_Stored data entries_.
- Opening Delimiter -
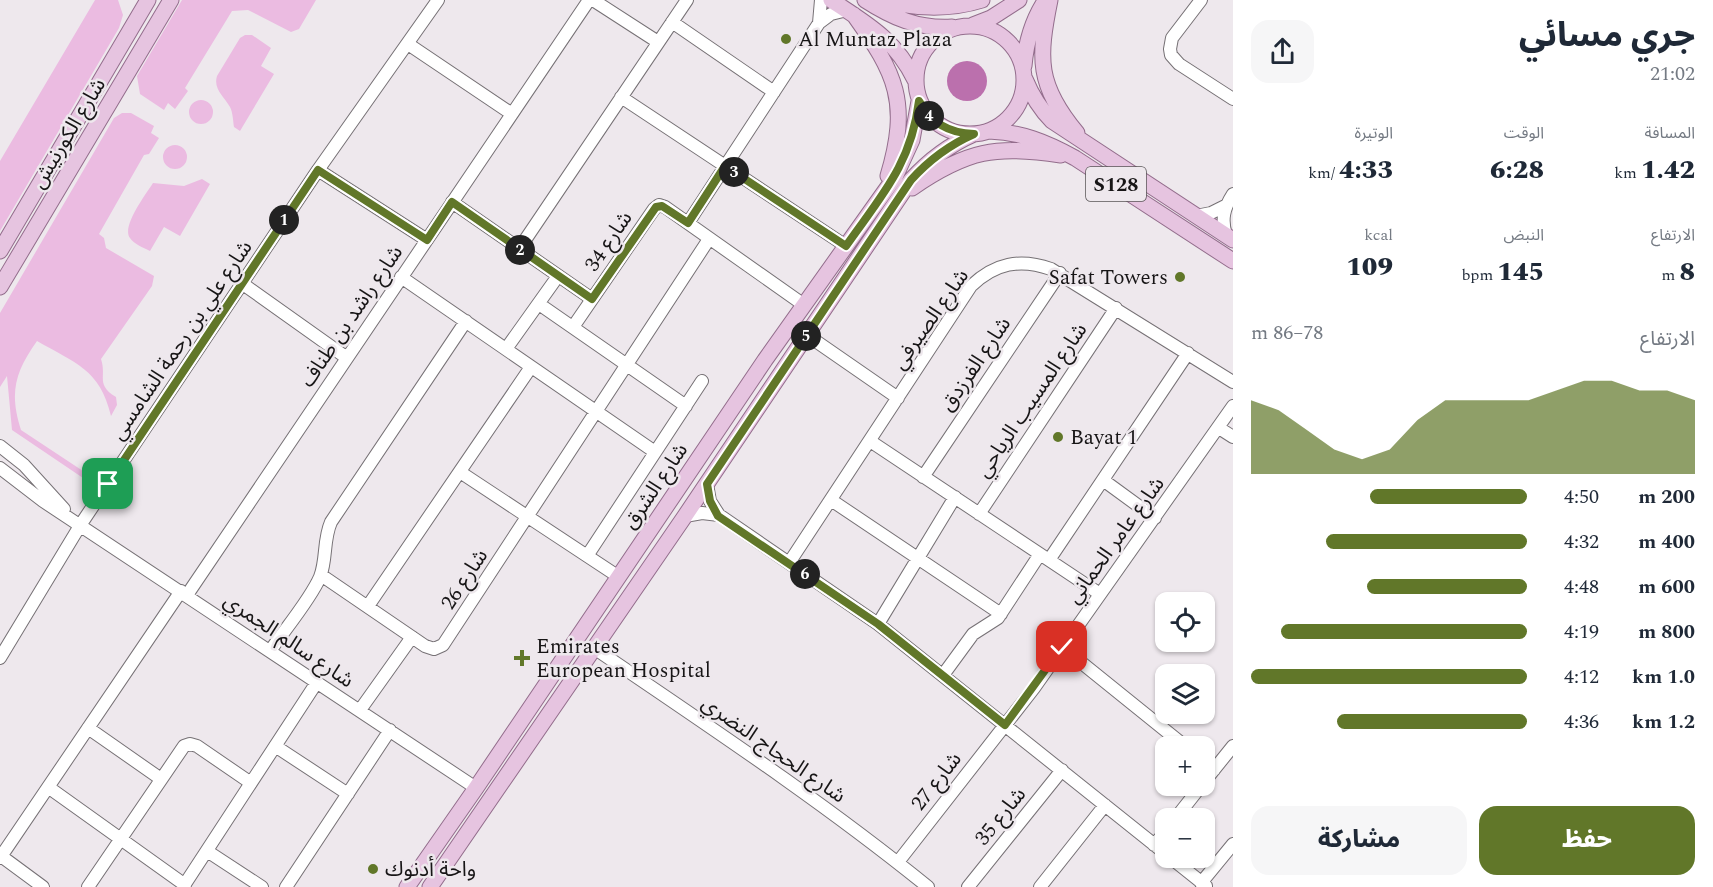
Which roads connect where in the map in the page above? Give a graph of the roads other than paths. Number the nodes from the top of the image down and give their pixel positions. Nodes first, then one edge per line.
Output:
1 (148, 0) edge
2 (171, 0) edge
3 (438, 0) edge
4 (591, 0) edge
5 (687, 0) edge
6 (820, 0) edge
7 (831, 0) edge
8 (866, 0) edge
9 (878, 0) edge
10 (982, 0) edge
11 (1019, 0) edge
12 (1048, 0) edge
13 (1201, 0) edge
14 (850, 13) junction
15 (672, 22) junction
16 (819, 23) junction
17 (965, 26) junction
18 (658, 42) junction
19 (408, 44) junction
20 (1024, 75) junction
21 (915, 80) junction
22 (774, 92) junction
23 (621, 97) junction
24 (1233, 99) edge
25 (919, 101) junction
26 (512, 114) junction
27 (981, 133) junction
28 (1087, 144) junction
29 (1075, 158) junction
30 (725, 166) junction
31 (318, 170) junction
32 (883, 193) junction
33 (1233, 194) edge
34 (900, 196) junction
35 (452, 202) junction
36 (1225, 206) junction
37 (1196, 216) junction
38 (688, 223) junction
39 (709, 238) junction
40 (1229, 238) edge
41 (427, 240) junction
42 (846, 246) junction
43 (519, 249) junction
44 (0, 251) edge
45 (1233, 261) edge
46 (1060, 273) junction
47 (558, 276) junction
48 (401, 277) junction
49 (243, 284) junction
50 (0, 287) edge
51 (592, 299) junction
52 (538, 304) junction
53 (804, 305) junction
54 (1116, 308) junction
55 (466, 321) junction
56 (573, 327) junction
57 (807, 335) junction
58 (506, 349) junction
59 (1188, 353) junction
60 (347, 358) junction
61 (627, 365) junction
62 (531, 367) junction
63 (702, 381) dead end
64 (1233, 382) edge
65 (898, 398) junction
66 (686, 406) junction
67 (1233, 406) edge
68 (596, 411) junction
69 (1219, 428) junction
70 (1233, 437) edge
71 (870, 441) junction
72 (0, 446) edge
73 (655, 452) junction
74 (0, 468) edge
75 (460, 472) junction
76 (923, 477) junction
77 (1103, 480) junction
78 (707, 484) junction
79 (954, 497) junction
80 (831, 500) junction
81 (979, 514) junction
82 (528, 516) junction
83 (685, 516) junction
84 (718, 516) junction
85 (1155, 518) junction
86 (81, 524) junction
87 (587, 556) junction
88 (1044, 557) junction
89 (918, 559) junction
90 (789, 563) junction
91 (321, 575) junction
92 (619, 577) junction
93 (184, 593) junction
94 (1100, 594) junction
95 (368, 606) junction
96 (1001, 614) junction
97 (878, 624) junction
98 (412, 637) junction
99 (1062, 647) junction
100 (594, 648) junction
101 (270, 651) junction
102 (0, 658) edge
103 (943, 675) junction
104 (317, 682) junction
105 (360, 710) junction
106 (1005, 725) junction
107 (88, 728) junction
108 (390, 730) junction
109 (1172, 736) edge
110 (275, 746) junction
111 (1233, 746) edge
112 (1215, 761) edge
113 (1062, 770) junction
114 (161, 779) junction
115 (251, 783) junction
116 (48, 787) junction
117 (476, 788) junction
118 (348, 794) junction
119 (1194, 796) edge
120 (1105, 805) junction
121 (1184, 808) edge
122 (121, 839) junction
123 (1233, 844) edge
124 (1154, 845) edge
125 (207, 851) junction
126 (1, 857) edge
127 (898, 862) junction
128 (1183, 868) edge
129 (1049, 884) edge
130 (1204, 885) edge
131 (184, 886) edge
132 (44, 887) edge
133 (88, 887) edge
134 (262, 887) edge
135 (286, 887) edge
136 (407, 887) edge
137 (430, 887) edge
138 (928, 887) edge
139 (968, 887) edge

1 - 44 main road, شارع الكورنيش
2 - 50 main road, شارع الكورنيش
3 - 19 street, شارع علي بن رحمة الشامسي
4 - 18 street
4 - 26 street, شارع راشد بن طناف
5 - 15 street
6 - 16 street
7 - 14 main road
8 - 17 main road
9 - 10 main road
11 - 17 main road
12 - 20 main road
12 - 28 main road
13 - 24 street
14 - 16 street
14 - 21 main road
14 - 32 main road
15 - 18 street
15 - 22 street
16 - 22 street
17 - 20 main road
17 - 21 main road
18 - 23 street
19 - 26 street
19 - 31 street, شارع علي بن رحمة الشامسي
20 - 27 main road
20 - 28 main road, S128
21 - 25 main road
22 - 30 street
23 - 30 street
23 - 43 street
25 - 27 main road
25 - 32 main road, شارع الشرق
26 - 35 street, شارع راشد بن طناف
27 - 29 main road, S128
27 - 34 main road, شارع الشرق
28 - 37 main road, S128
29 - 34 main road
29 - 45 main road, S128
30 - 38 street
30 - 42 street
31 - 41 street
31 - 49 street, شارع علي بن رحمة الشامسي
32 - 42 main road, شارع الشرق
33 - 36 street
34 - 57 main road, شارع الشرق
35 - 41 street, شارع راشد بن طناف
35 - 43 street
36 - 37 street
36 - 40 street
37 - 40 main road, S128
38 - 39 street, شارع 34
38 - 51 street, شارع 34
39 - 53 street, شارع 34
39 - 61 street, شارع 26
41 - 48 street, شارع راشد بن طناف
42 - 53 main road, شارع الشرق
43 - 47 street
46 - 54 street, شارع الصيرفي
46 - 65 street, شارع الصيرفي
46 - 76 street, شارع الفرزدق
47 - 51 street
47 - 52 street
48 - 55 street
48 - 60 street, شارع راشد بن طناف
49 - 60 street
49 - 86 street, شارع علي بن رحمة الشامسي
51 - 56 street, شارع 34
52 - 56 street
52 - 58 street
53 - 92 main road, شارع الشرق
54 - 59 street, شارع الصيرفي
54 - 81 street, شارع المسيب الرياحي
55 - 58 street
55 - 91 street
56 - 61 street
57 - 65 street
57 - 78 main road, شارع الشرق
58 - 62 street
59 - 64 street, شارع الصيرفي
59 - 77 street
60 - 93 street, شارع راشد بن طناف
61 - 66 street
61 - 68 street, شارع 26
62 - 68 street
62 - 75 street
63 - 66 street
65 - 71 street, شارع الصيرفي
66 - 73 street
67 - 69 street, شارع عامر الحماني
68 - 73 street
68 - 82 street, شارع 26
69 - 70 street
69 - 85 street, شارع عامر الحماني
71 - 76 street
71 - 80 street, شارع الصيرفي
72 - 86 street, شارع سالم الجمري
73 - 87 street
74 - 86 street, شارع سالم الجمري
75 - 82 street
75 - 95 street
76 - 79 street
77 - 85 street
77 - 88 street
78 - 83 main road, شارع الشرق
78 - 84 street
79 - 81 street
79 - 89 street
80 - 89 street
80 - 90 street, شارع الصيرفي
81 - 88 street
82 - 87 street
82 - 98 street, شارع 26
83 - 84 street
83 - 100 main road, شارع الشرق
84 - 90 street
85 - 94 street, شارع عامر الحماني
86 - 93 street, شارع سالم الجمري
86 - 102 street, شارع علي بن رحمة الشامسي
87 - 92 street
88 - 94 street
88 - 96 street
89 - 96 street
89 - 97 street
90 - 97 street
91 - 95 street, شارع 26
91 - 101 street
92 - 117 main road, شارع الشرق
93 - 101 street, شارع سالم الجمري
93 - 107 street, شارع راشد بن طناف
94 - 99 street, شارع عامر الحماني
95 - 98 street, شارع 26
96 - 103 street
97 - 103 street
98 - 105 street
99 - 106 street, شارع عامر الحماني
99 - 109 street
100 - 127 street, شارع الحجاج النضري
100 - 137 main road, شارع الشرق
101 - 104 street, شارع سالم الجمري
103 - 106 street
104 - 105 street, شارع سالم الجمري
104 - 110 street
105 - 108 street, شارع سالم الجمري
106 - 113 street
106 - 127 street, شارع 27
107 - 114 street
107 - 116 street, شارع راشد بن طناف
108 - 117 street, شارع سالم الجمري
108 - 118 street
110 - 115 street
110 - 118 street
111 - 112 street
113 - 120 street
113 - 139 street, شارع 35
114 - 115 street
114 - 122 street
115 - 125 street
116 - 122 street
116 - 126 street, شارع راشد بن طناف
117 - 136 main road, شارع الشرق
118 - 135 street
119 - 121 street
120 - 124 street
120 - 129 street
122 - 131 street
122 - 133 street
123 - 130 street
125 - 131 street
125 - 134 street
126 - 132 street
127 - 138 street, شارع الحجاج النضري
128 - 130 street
- Closing Delimiter -
- Opening Delimiter -
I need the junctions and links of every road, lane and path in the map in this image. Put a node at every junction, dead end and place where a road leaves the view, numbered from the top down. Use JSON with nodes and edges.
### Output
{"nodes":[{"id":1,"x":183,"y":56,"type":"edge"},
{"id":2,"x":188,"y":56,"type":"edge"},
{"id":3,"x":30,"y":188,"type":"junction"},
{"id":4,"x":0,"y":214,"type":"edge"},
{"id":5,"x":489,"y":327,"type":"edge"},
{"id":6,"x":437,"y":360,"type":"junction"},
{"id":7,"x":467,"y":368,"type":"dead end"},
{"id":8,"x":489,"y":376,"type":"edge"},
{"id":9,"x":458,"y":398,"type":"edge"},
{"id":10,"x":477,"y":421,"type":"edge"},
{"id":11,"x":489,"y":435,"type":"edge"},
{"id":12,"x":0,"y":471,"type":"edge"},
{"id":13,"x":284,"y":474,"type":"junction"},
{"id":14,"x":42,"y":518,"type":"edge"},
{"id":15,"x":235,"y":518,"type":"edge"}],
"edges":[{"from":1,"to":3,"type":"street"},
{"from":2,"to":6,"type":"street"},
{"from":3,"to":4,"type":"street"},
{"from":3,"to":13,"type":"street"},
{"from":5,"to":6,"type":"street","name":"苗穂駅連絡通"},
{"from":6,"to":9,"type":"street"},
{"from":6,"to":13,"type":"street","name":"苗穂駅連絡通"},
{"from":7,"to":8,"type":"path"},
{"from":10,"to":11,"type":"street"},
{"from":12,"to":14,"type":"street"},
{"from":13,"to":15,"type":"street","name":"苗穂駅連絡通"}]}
- Closing Delimiter -
- Opening Delimiter -
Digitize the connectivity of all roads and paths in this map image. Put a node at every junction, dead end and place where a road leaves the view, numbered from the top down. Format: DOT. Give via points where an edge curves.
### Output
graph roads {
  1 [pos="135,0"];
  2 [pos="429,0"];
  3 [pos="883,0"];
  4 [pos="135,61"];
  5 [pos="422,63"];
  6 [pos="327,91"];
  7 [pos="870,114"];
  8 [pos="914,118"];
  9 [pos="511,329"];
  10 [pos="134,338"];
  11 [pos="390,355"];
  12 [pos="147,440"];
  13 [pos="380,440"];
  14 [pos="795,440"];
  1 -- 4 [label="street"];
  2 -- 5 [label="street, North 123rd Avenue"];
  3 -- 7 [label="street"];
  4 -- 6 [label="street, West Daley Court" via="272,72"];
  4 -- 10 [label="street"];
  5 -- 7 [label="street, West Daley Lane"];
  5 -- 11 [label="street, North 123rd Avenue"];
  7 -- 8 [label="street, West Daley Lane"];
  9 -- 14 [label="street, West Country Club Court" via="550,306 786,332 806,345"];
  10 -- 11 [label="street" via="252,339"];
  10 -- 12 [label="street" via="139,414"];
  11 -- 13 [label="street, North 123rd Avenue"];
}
- Closing Delimiter -
_Action item_.
For the word "view", please say how many lines in the entries hold it, with only the number as the reply.

_Exercise solution_.
2